About this exercise
From the first entry to the last, repeat them all exactly.

Information supplied
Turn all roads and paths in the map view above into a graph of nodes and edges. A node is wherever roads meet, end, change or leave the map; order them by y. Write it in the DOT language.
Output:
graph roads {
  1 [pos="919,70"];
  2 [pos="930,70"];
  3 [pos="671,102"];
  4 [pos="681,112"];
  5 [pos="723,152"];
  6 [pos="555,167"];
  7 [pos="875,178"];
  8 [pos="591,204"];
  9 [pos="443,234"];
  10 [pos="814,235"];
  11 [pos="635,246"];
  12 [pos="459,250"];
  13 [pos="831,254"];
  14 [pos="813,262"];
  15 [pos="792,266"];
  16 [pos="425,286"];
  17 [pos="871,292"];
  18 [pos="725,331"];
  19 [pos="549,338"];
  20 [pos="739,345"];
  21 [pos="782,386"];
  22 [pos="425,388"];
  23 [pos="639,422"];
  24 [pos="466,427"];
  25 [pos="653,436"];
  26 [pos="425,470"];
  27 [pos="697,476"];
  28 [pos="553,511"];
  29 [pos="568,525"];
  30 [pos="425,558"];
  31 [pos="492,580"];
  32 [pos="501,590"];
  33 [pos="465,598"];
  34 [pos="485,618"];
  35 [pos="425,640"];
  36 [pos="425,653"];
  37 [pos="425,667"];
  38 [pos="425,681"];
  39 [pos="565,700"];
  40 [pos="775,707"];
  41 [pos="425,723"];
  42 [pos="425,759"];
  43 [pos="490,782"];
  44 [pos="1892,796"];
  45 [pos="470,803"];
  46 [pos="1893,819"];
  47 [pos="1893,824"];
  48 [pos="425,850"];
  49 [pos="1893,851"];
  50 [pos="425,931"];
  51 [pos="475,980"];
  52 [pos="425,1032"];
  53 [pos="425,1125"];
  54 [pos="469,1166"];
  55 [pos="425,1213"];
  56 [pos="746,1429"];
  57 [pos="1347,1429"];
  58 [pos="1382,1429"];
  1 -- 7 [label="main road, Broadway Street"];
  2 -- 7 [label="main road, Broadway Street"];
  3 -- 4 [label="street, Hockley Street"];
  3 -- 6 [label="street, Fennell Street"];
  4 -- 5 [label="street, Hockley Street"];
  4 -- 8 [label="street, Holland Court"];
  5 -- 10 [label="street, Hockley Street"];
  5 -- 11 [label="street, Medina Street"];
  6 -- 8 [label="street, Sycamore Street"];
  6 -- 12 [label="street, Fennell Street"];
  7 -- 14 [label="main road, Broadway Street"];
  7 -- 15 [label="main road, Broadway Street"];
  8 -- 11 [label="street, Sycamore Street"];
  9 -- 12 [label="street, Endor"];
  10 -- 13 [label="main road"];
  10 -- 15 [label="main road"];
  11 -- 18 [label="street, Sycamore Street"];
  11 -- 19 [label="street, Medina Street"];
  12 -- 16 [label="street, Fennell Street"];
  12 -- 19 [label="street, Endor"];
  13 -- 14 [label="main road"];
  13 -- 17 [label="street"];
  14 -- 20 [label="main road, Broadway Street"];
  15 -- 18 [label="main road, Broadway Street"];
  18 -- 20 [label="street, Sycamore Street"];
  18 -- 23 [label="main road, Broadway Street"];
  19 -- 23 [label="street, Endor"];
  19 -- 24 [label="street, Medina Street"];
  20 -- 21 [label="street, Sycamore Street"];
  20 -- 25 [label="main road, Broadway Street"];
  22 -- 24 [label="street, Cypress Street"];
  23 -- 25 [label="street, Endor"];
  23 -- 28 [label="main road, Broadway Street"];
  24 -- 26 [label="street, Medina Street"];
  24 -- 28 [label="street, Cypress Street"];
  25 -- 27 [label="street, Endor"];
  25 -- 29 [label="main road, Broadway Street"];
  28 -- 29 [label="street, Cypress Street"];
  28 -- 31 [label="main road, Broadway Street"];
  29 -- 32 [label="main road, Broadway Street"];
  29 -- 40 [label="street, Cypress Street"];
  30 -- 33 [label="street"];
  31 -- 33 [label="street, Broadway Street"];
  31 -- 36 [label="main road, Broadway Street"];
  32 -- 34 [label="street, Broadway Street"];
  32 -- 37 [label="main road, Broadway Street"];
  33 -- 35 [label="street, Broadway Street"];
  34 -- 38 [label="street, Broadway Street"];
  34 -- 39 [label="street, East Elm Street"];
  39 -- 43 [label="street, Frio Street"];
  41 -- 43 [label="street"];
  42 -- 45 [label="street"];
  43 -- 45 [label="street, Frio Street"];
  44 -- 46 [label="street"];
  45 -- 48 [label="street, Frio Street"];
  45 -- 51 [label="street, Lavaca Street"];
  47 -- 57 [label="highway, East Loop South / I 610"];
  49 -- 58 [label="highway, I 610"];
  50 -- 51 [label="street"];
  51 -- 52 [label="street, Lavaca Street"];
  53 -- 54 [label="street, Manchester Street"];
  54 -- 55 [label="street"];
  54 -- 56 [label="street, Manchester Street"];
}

Answer
Turn all roads and paths in the map view above into a graph of nodes and edges. A node is wherever roads meet, end, change or leave the map; order them by y. Write it in the DOT language.
Output:
graph roads {
  1 [pos="919,70"];
  2 [pos="930,70"];
  3 [pos="671,102"];
  4 [pos="681,112"];
  5 [pos="723,152"];
  6 [pos="555,167"];
  7 [pos="875,178"];
  8 [pos="591,204"];
  9 [pos="443,234"];
  10 [pos="814,235"];
  11 [pos="635,246"];
  12 [pos="459,250"];
  13 [pos="831,254"];
  14 [pos="813,262"];
  15 [pos="792,266"];
  16 [pos="425,286"];
  17 [pos="871,292"];
  18 [pos="725,331"];
  19 [pos="549,338"];
  20 [pos="739,345"];
  21 [pos="782,386"];
  22 [pos="425,388"];
  23 [pos="639,422"];
  24 [pos="466,427"];
  25 [pos="653,436"];
  26 [pos="425,470"];
  27 [pos="697,476"];
  28 [pos="553,511"];
  29 [pos="568,525"];
  30 [pos="425,558"];
  31 [pos="492,580"];
  32 [pos="501,590"];
  33 [pos="465,598"];
  34 [pos="485,618"];
  35 [pos="425,640"];
  36 [pos="425,653"];
  37 [pos="425,667"];
  38 [pos="425,681"];
  39 [pos="565,700"];
  40 [pos="775,707"];
  41 [pos="425,723"];
  42 [pos="425,759"];
  43 [pos="490,782"];
  44 [pos="1892,796"];
  45 [pos="470,803"];
  46 [pos="1893,819"];
  47 [pos="1893,824"];
  48 [pos="425,850"];
  49 [pos="1893,851"];
  50 [pos="425,931"];
  51 [pos="475,980"];
  52 [pos="425,1032"];
  53 [pos="425,1125"];
  54 [pos="469,1166"];
  55 [pos="425,1213"];
  56 [pos="746,1429"];
  57 [pos="1347,1429"];
  58 [pos="1382,1429"];
  1 -- 7 [label="main road, Broadway Street"];
  2 -- 7 [label="main road, Broadway Street"];
  3 -- 4 [label="street, Hockley Street"];
  3 -- 6 [label="street, Fennell Street"];
  4 -- 5 [label="street, Hockley Street"];
  4 -- 8 [label="street, Holland Court"];
  5 -- 10 [label="street, Hockley Street"];
  5 -- 11 [label="street, Medina Street"];
  6 -- 8 [label="street, Sycamore Street"];
  6 -- 12 [label="street, Fennell Street"];
  7 -- 14 [label="main road, Broadway Street"];
  7 -- 15 [label="main road, Broadway Street"];
  8 -- 11 [label="street, Sycamore Street"];
  9 -- 12 [label="street, Endor"];
  10 -- 13 [label="main road"];
  10 -- 15 [label="main road"];
  11 -- 18 [label="street, Sycamore Street"];
  11 -- 19 [label="street, Medina Street"];
  12 -- 16 [label="street, Fennell Street"];
  12 -- 19 [label="street, Endor"];
  13 -- 14 [label="main road"];
  13 -- 17 [label="street"];
  14 -- 20 [label="main road, Broadway Street"];
  15 -- 18 [label="main road, Broadway Street"];
  18 -- 20 [label="street, Sycamore Street"];
  18 -- 23 [label="main road, Broadway Street"];
  19 -- 23 [label="street, Endor"];
  19 -- 24 [label="street, Medina Street"];
  20 -- 21 [label="street, Sycamore Street"];
  20 -- 25 [label="main road, Broadway Street"];
  22 -- 24 [label="street, Cypress Street"];
  23 -- 25 [label="street, Endor"];
  23 -- 28 [label="main road, Broadway Street"];
  24 -- 26 [label="street, Medina Street"];
  24 -- 28 [label="street, Cypress Street"];
  25 -- 27 [label="street, Endor"];
  25 -- 29 [label="main road, Broadway Street"];
  28 -- 29 [label="street, Cypress Street"];
  28 -- 31 [label="main road, Broadway Street"];
  29 -- 32 [label="main road, Broadway Street"];
  29 -- 40 [label="street, Cypress Street"];
  30 -- 33 [label="street"];
  31 -- 33 [label="street, Broadway Street"];
  31 -- 36 [label="main road, Broadway Street"];
  32 -- 34 [label="street, Broadway Street"];
  32 -- 37 [label="main road, Broadway Street"];
  33 -- 35 [label="street, Broadway Street"];
  34 -- 38 [label="street, Broadway Street"];
  34 -- 39 [label="street, East Elm Street"];
  39 -- 43 [label="street, Frio Street"];
  41 -- 43 [label="street"];
  42 -- 45 [label="street"];
  43 -- 45 [label="street, Frio Street"];
  44 -- 46 [label="street"];
  45 -- 48 [label="street, Frio Street"];
  45 -- 51 [label="street, Lavaca Street"];
  47 -- 57 [label="highway, East Loop South / I 610"];
  49 -- 58 [label="highway, I 610"];
  50 -- 51 [label="street"];
  51 -- 52 [label="street, Lavaca Street"];
  53 -- 54 [label="street, Manchester Street"];
  54 -- 55 [label="street"];
  54 -- 56 [label="street, Manchester Street"];
}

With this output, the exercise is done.